Я не вижу солнца, его от меня заслоняет Собор, да и слишком высоко мое окно, но апсида начала уже выделяться на фоне неба, приглядевшись, можно увидеть, какого цвета крыша (впрочем, это, может быть, только если заранее знать, что красного – но кто же этого не знает?), и то и дело мне кажется, что луч солнца вот-вот вспыхнет на трех ржавых прутьях в окне. Главное же – меняется запах: запах ночной крысиной сырости уходит, и – как знать, не кажется ли мне? – сюда, вниз, проваливается запах из пекарни, в печах которой уже подрумяниваются хлеба и слоеные булочки. Меня все чаще трясет, и время от времени я проваливаюсь в забытье – сном это не назовешь, потому что едва я окунаюсь в темноту, как из нее навстречу мне выпрыгивают существа столь ужасные, что я, вопреки небывалому своему желанию спать, все-таки заставляю себя открыть глаза. Должно быть, от того, что я постоянно тру их кулаками, из них все время сочится влага – вкус у нее, впрочем, не соленый, а горький.
На следующий день – во вторник, стало быть, три дня назад… нет, уже четыре, – я работал в лавке как обычно, до закрытия, и даже вечером пришел домой перекусить (есть мне совсем не хотелось, но я решил, что важно показаться на глаза и не вызывать подозрений своим долгим отсутствием). Кое-как затолкав в себя тушеную капусту, я сделал вид, что страшно хочу спать, скользнул под лестницу и лишь через четверть часа втихаря пробрался за дверь. Если что, такое приключение можно было бы объяснить подъюбочными делами – шел к девице. В конце концов, не такой уж это было бы неправдой – в частности и потому, что придя на площадь, я нашел там ее.

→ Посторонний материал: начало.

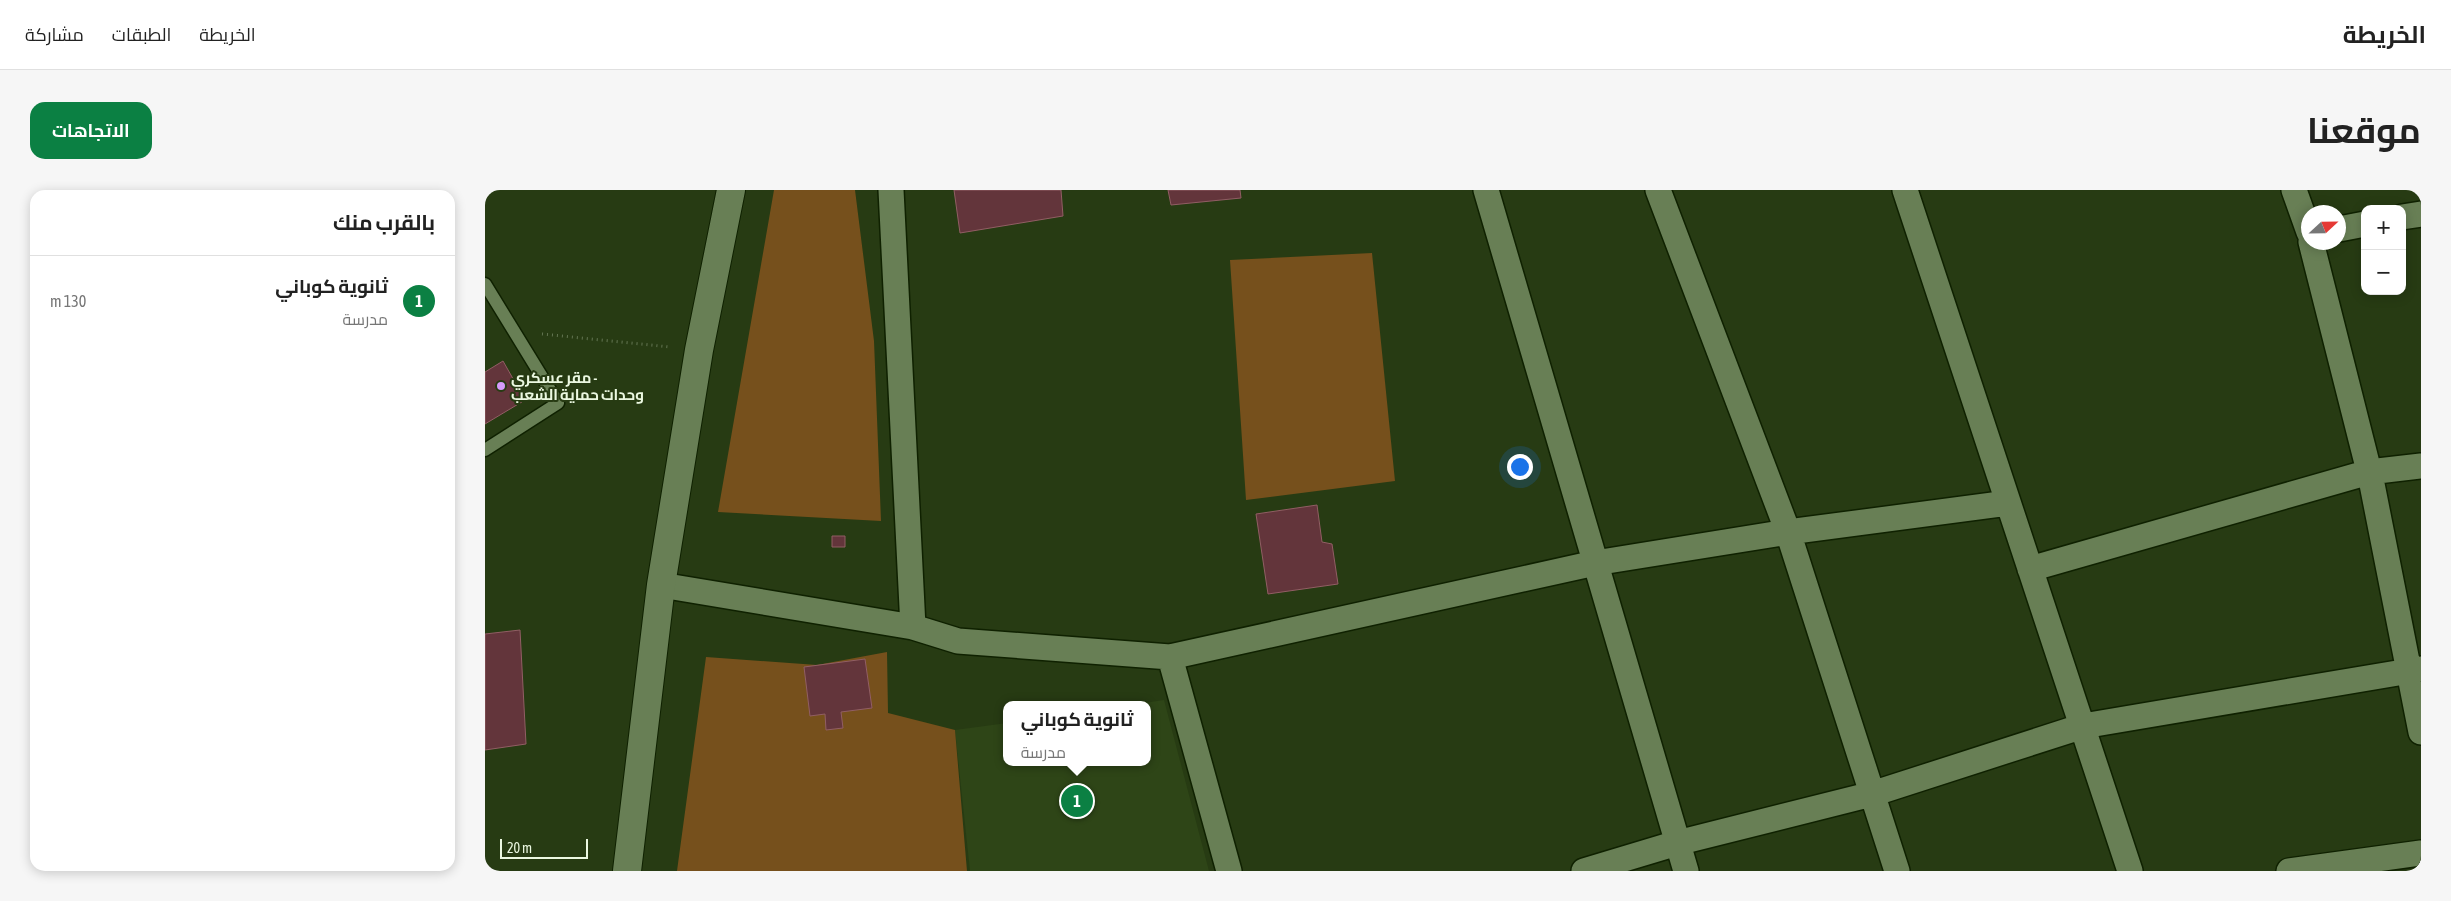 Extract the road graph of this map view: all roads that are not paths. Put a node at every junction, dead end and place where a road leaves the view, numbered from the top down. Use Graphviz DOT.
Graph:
graph roads {
  1 [pos="731,190"];
  2 [pos="891,190"];
  3 [pos="1486,190"];
  4 [pos="1658,190"];
  5 [pos="1905,190"];
  6 [pos="2294,190"];
  7 [pos="2301,210"];
  8 [pos="2421,214"];
  9 [pos="2406,216"];
  10 [pos="2361,225"];
  11 [pos="2346,228"];
  12 [pos="2313,250"];
  13 [pos="485,284"];
  14 [pos="485,450"];
  15 [pos="2421,466"];
  16 [pos="2369,472"];
  17 [pos="2008,503"];
  18 [pos="1789,532"];
  19 [pos="1595,563"];
  20 [pos="2030,569"];
  21 [pos="661,585"];
  22 [pos="913,627"];
  23 [pos="1170,657"];
  24 [pos="2416,670"];
  25 [pos="2083,726"];
  26 [pos="2421,732"];
  27 [pos="1872,794"];
  28 [pos="1677,842"];
  29 [pos="2421,853"];
  30 [pos="627,871"];
  31 [pos="1229,871"];
  32 [pos="1584,871"];
  33 [pos="1686,871"];
  34 [pos="1897,871"];
  35 [pos="2130,871"];
  36 [pos="2289,871"];
  1 -- 21 [label="main road"];
  2 -- 22 [label="street"];
  3 -- 19 [label="street"];
  4 -- 18 [label="street"];
  5 -- 17 [label="street"];
  6 -- 7 [label="street"];
  8 -- 9 [label="street"];
  10 -- 11 [label="street"];
  12 -- 16 [label="street"];
  13 -- 14 [label="lane"];
  15 -- 16 [label="street"];
  16 -- 20 [label="street"];
  16 -- 24 [label="street"];
  17 -- 18 [label="street"];
  17 -- 20 [label="street"];
  18 -- 19 [label="street"];
  18 -- 27 [label="street"];
  19 -- 23 [label="street"];
  19 -- 28 [label="street"];
  20 -- 25 [label="street"];
  21 -- 22 [label="street"];
  21 -- 30 [label="main road"];
  22 -- 23 [label="street"];
  23 -- 31 [label="street"];
  24 -- 25 [label="street"];
  24 -- 26 [label="street"];
  25 -- 27 [label="street"];
  25 -- 35 [label="street"];
  27 -- 28 [label="street"];
  27 -- 34 [label="street"];
  28 -- 32 [label="street"];
  28 -- 33 [label="street"];
  29 -- 36 [label="street"];
}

Было темно, но в свете костра, который горел с краю на площади, я видел ее профиль – она сидела, высоко задрав голову, – а когда я подошел и сел рядом с ней, то разглядел и красный отблеск в глазах (в глазах, говорю я, хотя видел только один). Я был странно спокоен – как будто шел что-то купить по мелочи, а не грабить могилы, – но она, казалось мне, была сама не своя: стоило мне сесть рядом, как она резко обернулась ко мне – глаза ее были темнее обыкновенного и, видимо, из-за костра, создавалось впечатление, будто глубоко внутри ее глаз что-то медленно-медленно ворочается, – а потом так же порывисто схватила мою руку (не ту, другую) и сжала ее. Несмотря на то, что у меня тут же закружилась голова и тело мое почувствовало себя так, будто стало куда-то падать, падать, – несмотря на это я все-таки хорошо помню, что нежная узкая ее ладонь была холодна, как камень.
Потом она потянулась губами к моему уху и прошептала:
– Сегодня будет дождь, – я не знал, что сказать: ну будет и будет.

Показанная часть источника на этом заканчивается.